WHAT THIS TASK INVOLVES >> Report the lines of the data below that contain the string "paths".

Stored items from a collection
....................

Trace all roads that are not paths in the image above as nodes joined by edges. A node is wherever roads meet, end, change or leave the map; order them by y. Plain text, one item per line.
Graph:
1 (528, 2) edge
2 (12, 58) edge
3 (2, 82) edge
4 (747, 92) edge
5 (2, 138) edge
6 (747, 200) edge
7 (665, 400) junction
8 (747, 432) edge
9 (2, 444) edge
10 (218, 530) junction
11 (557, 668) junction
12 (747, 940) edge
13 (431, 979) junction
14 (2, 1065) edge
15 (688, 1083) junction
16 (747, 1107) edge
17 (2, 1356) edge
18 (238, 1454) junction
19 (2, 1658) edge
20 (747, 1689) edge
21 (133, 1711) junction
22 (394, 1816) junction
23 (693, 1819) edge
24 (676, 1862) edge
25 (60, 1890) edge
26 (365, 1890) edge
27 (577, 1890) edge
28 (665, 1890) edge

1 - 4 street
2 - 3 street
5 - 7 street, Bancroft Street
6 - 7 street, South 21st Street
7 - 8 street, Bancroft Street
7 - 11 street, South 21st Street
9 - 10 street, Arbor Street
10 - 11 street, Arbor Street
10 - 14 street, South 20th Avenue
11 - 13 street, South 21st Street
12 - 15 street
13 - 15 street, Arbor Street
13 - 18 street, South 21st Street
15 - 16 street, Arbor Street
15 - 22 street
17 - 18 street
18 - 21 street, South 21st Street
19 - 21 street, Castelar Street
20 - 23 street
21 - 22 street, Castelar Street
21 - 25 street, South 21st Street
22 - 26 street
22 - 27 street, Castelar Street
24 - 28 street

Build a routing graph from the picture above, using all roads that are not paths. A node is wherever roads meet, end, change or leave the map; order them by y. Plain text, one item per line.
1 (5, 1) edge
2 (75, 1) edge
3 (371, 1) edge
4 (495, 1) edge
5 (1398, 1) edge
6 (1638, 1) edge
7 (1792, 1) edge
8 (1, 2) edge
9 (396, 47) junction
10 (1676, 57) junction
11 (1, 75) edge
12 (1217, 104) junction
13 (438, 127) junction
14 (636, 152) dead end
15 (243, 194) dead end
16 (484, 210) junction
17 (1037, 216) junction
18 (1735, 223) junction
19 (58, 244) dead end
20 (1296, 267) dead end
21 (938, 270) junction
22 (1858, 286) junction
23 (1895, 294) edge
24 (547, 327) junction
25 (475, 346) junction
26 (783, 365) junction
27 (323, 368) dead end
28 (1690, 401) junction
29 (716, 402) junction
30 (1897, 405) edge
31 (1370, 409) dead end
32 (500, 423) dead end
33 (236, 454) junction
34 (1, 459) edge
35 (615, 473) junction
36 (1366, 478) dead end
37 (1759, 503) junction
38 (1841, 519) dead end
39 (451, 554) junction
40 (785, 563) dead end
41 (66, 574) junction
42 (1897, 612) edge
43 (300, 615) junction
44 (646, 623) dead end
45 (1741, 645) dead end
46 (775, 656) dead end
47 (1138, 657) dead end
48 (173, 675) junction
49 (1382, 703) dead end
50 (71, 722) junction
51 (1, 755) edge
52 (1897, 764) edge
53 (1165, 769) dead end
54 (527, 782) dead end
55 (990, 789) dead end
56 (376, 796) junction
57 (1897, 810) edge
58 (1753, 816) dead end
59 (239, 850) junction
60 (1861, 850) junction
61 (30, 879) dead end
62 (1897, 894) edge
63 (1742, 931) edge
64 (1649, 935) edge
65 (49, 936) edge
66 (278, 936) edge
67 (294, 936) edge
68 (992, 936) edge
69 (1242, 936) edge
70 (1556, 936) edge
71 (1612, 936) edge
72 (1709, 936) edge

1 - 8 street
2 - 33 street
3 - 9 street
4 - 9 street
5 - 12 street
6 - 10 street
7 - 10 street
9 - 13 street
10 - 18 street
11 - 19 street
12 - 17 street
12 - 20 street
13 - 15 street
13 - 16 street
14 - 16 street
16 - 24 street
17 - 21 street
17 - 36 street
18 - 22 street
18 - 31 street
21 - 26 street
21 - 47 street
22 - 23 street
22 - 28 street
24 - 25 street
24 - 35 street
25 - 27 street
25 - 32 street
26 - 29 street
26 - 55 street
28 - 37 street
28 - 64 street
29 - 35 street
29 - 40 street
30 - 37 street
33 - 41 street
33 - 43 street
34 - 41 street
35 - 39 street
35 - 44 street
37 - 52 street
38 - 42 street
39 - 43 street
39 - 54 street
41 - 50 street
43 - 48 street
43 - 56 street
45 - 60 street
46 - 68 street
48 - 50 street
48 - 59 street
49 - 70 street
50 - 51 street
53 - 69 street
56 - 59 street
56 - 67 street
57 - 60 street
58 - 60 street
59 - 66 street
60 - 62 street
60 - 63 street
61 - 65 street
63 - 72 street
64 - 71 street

....................

WRITTEN SOLUTION >>
Trace all roads that are not paths in the image above as nodes joined by edges. A node is wherever roads meet, end, change or leave the map; order them by y. Plain text, one item per line.
Build a routing graph from the picture above, using all roads that are not paths. A node is wherever roads meet, end, change or leave the map; order them by y. Plain text, one item per line.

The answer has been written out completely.